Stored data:
_ _ _ _ _
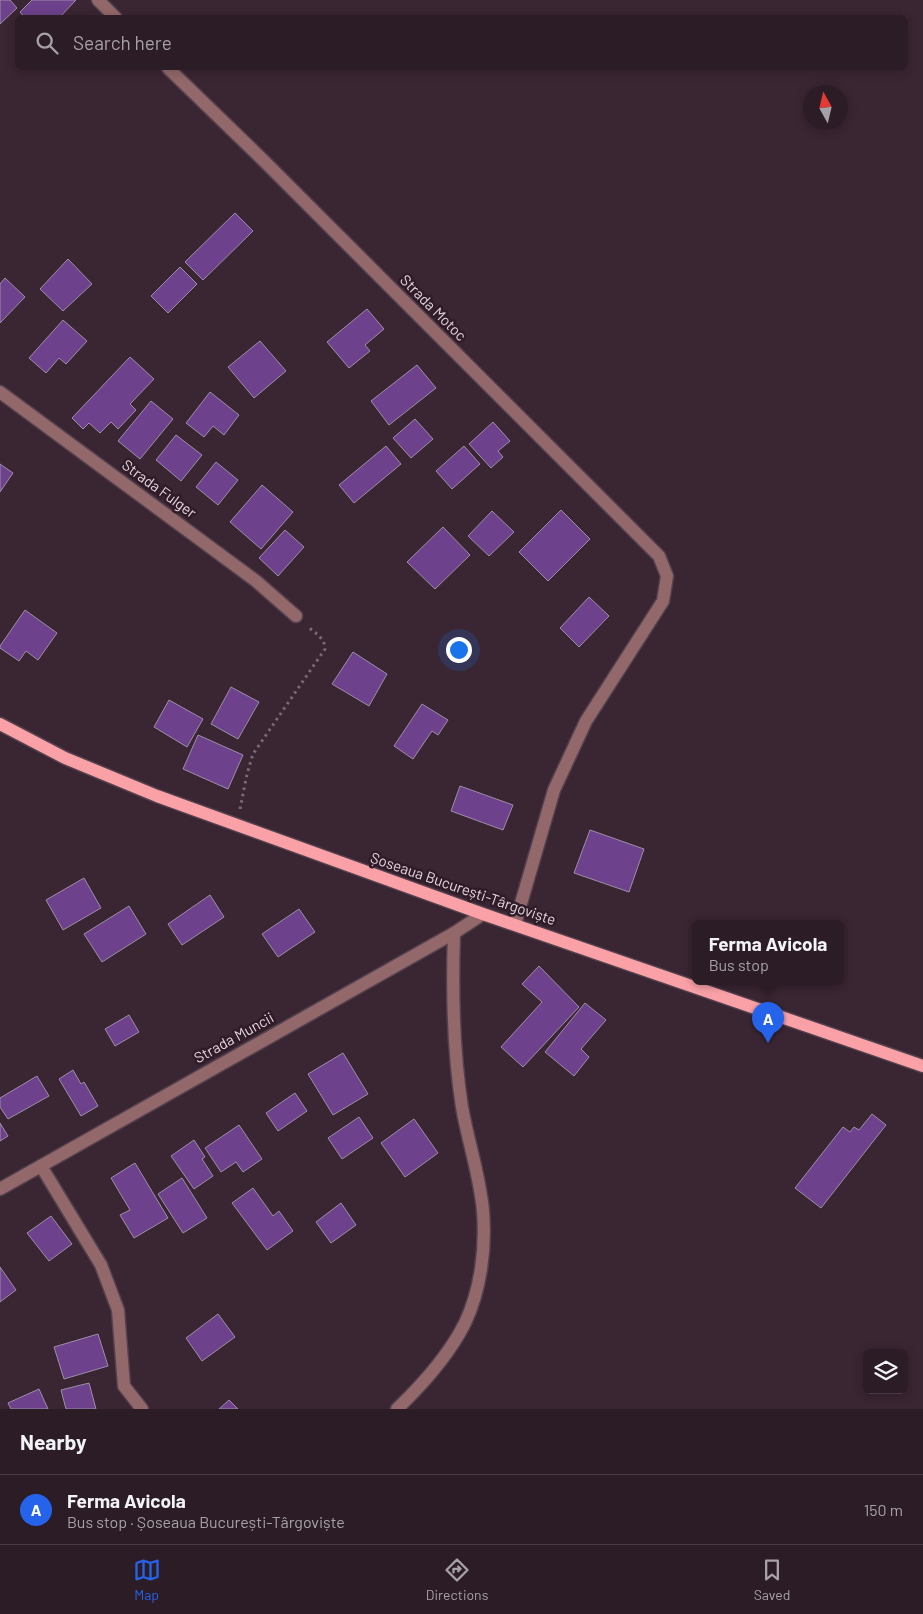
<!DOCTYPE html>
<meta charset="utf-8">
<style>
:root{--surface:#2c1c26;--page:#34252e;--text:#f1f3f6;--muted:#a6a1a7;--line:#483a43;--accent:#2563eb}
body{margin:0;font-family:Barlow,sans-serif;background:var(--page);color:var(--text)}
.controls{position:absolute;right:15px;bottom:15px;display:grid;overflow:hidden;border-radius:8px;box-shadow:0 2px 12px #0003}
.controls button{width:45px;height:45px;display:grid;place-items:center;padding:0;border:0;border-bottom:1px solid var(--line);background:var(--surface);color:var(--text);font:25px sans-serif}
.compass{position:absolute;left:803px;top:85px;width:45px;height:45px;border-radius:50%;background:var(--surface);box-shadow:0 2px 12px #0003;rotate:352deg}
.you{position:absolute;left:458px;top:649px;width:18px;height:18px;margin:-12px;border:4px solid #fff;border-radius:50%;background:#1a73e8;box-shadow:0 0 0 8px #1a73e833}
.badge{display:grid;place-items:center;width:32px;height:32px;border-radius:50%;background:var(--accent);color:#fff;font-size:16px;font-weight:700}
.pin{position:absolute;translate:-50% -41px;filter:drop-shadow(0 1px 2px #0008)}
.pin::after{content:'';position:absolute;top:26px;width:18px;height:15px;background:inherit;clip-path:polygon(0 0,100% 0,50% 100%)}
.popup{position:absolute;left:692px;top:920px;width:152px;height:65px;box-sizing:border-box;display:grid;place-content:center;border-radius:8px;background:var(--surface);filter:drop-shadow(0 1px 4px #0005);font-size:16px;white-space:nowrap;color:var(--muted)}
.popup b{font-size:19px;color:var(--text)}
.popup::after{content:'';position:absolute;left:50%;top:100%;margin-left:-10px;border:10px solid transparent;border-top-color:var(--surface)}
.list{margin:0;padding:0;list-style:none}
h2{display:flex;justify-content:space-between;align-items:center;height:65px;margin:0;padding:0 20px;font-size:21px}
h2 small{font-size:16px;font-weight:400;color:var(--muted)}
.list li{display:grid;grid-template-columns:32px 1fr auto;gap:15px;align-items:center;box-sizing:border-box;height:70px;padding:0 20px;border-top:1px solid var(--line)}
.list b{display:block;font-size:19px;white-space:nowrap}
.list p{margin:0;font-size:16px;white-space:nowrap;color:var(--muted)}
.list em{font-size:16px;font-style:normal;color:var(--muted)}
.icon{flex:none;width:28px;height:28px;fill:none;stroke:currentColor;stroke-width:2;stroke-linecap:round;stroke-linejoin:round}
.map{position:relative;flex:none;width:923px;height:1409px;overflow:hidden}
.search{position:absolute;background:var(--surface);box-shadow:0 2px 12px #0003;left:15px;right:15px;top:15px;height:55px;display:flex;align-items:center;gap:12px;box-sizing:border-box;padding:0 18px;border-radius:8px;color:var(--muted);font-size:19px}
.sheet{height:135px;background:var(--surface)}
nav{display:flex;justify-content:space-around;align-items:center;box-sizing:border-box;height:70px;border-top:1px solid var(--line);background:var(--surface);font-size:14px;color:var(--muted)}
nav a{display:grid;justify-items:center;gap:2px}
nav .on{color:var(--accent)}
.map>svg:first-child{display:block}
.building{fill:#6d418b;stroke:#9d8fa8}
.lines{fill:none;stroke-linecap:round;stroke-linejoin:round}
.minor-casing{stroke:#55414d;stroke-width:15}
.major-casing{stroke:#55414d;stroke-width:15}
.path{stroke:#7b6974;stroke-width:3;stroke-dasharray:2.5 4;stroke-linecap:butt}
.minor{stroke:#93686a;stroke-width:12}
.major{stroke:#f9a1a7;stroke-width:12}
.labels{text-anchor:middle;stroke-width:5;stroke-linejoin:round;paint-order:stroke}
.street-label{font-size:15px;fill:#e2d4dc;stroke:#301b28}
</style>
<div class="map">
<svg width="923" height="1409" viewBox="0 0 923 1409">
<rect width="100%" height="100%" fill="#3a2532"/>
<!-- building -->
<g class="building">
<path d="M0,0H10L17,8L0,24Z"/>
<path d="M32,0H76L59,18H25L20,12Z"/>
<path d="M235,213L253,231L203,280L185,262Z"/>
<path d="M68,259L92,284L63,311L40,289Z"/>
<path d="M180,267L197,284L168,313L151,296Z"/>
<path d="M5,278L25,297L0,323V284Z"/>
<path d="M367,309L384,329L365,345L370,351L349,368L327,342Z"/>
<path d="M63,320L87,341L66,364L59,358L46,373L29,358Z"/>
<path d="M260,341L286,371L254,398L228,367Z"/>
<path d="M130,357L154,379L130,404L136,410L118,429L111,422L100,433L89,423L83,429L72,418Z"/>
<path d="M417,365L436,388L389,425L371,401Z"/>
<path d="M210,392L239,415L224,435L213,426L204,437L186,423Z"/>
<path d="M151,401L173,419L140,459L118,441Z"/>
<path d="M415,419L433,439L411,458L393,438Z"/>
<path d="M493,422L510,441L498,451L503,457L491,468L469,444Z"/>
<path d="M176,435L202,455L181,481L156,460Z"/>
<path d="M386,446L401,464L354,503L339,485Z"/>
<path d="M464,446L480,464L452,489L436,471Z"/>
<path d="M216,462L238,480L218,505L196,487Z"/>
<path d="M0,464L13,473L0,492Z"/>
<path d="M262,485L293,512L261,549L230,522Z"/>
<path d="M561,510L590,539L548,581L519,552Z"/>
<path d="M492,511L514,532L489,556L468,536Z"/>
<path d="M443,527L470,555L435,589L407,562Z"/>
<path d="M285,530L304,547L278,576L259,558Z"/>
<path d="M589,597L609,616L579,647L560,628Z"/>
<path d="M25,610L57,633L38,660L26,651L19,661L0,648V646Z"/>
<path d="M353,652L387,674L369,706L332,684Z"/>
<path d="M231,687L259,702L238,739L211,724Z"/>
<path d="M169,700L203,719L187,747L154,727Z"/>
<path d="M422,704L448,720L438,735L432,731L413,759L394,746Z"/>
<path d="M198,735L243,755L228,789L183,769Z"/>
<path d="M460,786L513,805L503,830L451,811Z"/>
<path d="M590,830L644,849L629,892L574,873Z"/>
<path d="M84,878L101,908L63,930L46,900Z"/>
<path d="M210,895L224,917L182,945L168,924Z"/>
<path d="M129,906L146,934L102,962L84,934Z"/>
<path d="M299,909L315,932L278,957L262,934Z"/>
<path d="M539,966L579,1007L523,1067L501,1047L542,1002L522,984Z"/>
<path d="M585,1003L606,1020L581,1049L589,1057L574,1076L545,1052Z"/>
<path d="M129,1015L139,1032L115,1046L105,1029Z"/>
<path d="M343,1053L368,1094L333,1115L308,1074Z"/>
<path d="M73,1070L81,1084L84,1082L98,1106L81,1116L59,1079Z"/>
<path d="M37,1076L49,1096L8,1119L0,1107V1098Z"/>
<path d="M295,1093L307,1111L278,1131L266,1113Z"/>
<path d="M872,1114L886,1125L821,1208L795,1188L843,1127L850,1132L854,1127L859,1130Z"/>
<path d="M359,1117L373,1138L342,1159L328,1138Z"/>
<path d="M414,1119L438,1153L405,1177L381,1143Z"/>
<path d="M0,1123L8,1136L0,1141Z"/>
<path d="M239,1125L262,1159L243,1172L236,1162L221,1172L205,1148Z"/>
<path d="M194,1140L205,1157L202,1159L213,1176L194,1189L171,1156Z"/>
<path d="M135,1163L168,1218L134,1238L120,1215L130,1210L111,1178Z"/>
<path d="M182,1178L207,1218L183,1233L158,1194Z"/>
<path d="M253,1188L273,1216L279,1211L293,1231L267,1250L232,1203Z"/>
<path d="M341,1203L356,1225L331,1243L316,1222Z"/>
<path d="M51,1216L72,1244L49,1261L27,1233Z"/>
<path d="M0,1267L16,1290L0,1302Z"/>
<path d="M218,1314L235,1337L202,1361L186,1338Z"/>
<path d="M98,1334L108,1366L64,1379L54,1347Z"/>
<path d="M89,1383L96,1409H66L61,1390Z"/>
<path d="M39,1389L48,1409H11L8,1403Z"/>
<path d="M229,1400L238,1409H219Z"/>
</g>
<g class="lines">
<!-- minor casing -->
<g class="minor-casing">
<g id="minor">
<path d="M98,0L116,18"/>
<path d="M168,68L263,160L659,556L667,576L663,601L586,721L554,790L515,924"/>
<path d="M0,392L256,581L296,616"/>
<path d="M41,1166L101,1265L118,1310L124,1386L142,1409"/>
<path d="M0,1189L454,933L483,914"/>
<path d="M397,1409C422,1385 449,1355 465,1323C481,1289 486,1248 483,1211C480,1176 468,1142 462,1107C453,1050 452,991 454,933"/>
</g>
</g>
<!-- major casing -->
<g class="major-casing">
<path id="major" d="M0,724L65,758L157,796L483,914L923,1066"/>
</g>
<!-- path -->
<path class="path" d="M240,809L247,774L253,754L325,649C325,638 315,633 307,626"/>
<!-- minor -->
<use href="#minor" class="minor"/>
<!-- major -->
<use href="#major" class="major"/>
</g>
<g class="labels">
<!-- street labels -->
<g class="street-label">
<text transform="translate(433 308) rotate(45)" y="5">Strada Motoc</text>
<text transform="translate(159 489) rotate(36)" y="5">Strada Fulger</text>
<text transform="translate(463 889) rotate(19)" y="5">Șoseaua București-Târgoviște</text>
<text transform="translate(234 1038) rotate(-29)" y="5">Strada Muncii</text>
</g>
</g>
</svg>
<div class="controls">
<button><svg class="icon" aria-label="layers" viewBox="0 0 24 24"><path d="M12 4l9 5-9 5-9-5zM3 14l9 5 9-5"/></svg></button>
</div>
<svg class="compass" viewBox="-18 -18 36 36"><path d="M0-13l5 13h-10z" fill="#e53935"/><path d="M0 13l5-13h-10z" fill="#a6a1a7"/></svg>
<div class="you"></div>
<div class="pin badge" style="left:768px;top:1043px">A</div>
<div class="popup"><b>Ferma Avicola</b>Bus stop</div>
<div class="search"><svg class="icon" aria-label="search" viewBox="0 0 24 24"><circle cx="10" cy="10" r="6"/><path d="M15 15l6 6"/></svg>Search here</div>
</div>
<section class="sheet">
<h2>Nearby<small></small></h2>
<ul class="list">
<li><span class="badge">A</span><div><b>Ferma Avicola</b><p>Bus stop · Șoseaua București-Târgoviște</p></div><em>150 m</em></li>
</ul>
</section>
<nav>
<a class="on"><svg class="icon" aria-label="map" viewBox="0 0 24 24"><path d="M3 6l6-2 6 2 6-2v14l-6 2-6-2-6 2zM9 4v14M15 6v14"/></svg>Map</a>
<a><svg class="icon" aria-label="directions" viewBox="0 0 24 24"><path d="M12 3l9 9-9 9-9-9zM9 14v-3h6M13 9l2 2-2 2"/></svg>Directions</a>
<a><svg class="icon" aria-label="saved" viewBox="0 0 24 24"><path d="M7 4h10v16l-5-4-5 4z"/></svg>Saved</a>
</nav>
_ _ _ _ _
▶ Assignment
In the records above, find each line that mentions the word "controls", and copy it.

▶ Answer to the problem
.controls{position:absolute;right:15px;bottom:15px;display:grid;overflow:hidden;border-radius:8px;box-shadow:0 2px 12px #0003}
.controls button{width:45px;height:45px;display:grid;place-items:center;padding:0;border:0;border-bottom:1px solid var(--line);background:var(--surface);color:var(--text);font:25px sans-serif}
<div class="controls">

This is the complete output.